Al delinear su estrategia, aseguró que ante todo, en Puebla no existen vínculos con ninguna forma de organización criminal.
La acotación es válida porque se supo que al menos durante el morenovallismo, la colusión entre policías y delincuente era franca y abierta, y así se acreditó cuando militares detuvieron al director de la policía estatal por sus vínculos con bandas criminales en el llamado “Círculo Rojo”.
El mandatario dijo también que los delitos se persiguen bajo un esquema regional, al tener identificados a los principales líderes de los grupos delincuenciales.
Habló de un combate frontal a la impunidad.
Y también, de una “muy estricta” aplicación de la ley.
Y frente a sucesos de nula actividad policiaca, como ahora en Amozoc, también refirió esta semana –lo ha dicho centenares de veces– sobre la necesidad de que las corporaciones municipales hagan su tarea, acción por demás fundamental como instancia inmediata de autoridad en las comunidades de toda la entidad.
Muchas otras ocasiones igualmente ha pregonado para incitar un amplio esfuerzo colectivo que permita evitar la descomposición del tejido social. Inmensa tarea que, ciertamente, corresponde a todos.
Hay constancias pues, de que en Puebla se reconoce el problema de la inseguridad, sus alcances y sus riesgos. Hay planeación y trabajos de inteligencia. Se dimensiona y se actúa. Y cuando ha sido el caso, se corrige.
Eso no es lo que hasta ahora se percibe en el ámbito federal.
De inicio, la premisa de “abrazos, no balazos” inquieta y confunde, pero sobre todo, decepciona.
Más desconcertante es la reacción del propio presidente Andrés Manuel López Obrador ante eventos de gran escala. En esos casos elude, o bien recurre al consabido recurso de echarle la culpa a los de atrás.
“Me dejaron al país en llamas”, ha dicho.
Y quizá tenga razón, pero más de tres años de gobierno parecen suficientes para apagar ese incendio y pacificar las muchas zonas del país, algunas apropiadas ya por el crimen organizado.
AMLO es también inalterable en sus convicciones y cada vez que puede, reafirma que no alterará sus políticas en materia de seguridad.

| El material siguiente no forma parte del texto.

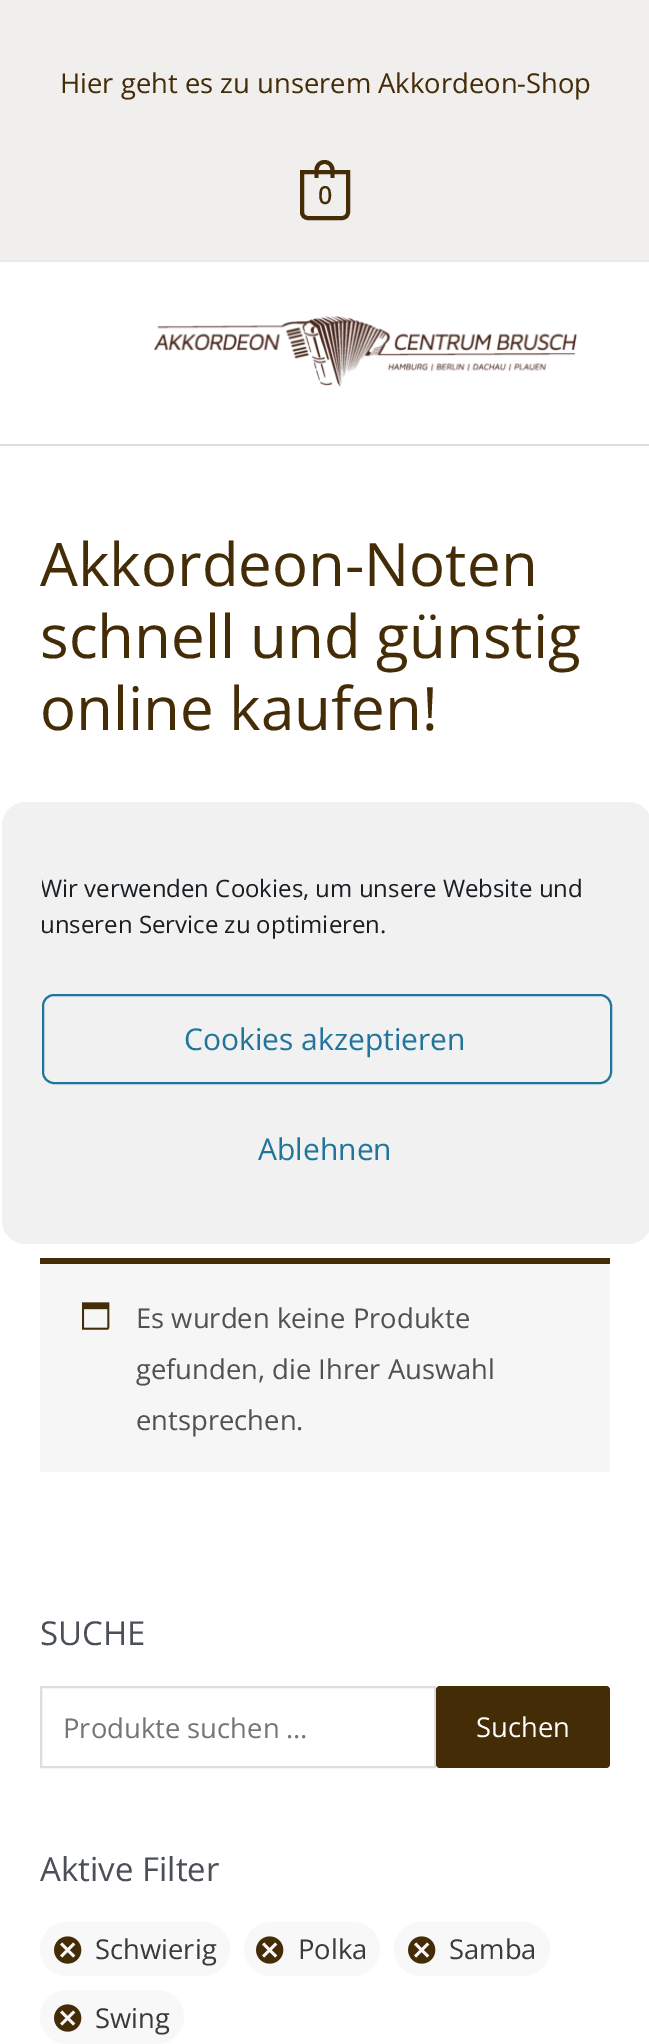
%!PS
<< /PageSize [649 2044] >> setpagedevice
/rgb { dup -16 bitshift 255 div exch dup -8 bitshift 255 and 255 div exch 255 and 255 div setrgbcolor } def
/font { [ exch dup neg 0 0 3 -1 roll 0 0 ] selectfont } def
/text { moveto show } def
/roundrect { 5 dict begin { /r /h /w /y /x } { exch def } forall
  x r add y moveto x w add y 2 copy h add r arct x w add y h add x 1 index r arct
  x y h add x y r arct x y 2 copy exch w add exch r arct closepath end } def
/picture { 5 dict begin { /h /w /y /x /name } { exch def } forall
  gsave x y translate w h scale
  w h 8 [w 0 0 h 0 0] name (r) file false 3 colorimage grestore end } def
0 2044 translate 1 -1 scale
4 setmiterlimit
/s1 { /OpenSans-Regular 27.4 font 16#442C07 rgb } def
/s2 { /OpenSans-Bold 24 font 16#442C07 rgb } def
/s3 { /OpenSans-Regular 60 font 16#442C07 rgb } def
/s4 { /OpenSans-Regular 27.4 font 16#515151 rgb } def
/s5 { /OpenSans-Regular 33 font 16#4B4F58 rgb } def
/s6 { /OpenSans-Regular 27.4 font 16#757575 rgb } def
/s7 { /OpenSans-Regular 27.4 font 16#FFFFFF rgb } def
/s8 { /OpenSans-Regular 27.4 font 16#3A3A3A rgb } def
/s9 { /OpenSans-Regular 24 font 16#191E23 rgb } def
/s10 { /OpenSans-Regular 30 font 16#21759B rgb } def
16#FFFFFF rgb
0 0 649 2044 rectfill
16#F1EFED rgb
0 0 649 260 rectfill
16#EAEAEA rgb
0 260 649 2 rectfill
s1
(Hier geht es zu unserem Akkordeon-Shop) 60 93 text
4 setlinewidth
302 172 moveto 348 172 lineto 348 212 lineto 348 215.5 345.5 218 342 218 curveto 308 218 lineto 304.5 218 302 215.5 302 212 curveto closepath stroke
324.5 160 moveto 330 160 334.5 164.5 334.5 170 curveto 334.5 178 lineto 314.5 178 lineto 314.5 170 lineto 314.5 164.5 319 160 324.5 160 curveto closepath 324.5 164 moveto 332 164 330.5 173 330.5 178 curveto 318.5 178 lineto 318.5 173 317 164 324.5 164 curveto closepath eofill
s2
(0) 318 204 text
16#DDDDDD rgb
0 444 649 2 rectfill
(pic1.raw) 154 316 423 71 picture
s3
(Akkordeon-Noten) 40 586 text
(schnell und günstig) 40 658 text
(online kaufen!) 40 730 text
16#F7F6F7 rgb
40 1264 570 208 rectfill
16#442C07 rgb
40 1258 570 6 rectfill
(pic2.raw) 82 1302 28 28 picture
s4
(Es wurden keine Produkte) 136 1328 text
(gefunden, die Ihrer Auswahl) 136 1379 text
(entsprechen.) 136 1430 text
s5
(SUCHE) 40 1645 text
16#DDDDDD rgb
2 setlinewidth
41 1687 394 80 rectstroke
s6
(Produkte suchen …) 63 1738 text
16#442C07 rgb
436 1686 174 82 4 roundrect fill
s7
(Suchen) 476 1737 text
s5
(Aktive Filter) 40 1881 text
16#F8F8F8 rgb
40 1922 190 54 27 roundrect fill
(pic3.raw) 54 1936 28 28 picture
s8
(Schwierig) 95 1959 text
16#F8F8F8 rgb
244 1922 136 54 27 roundrect fill
(pic3.raw) 256 1936 28 28 picture
s8
(Polka) 298 1959 text
16#F8F8F8 rgb
394 1922 156 54 27 roundrect fill
(pic3.raw) 408 1936 28 28 picture
s8
(Samba) 449 1959 text
16#F8F8F8 rgb
40 1990 144 54 27 roundrect fill
(pic3.raw) 54 2004 28 28 picture
s8
(Swing) 95 2028 text
16#F1F1F1 rgb
2 802 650 442 24 roundrect fill
gsave
42 872 570 82 rectclip
s9
(Wir verwenden Cookies, um unsere Website und) 40 897 text
(unseren Service zu optimieren.) 40 933 text
grestore
16#21759B rgb
43 995 568 88 11 roundrect stroke
s10
(Cookies akzeptieren) 184 1050 text
(Ablehnen) 258 1160 text
showpage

Su estrategia, pese a reprobaciones, no cambiará.
“Vamos bien”, dice al confiar que con tan sólo yendo a las causas se combatirán los efectos, y apuesta por la bondad de sus programas sociales.
Asegura que violencia genera más violencia y de ahí sustenta la instrucción de no confrontar a los delincuentes. “También son humanos”, ha llegado a decir y en esa perspectiva, quizá sin darse cuenta, abre de par en par las puertas de la impunidad.
Con todo ello elude su obligación constitucional de acotar a la delincuencia, afrontarla, combatirla. Y en casos extremos, la de recurrir a toda la fuerza del Estado.
No lo ha hecho así, no lo hará, aun con el saldo de los casi 122 mil homicidios dolosos desde que llegó al gobierno.
Más grave su actitud de confrontación ante cualquier reclamo, como lo fue en el muy lamentable asesinato de dos sacerdotes jesuitas y un guía de turistas en la Sierra Tarahumara.
Se fue duro, muy duro contra los altos representantes dela iglesia católica y contra la estirpe jesuita que habían denunciado el incontenible “río de sangre” que hay en el país y lamentado que “los abrazos ya no nos alcanzan para cubrir los balazos”.
A ellos les dijo que no veían la violencia que había en el pasado y que no siguen el ejemplo del papa Francisco, “porque están muy apergollados por la oligarquía mexicana…”.
Toda esa violencia verbal tampoco conduce a nada.
Lo cierto es que la seguridad pública es una preocupación que se comparte en todo el país. Y lo que debe evitarse es que pueda rebasar no sólo a la autoridad, sino a la sociedad entera.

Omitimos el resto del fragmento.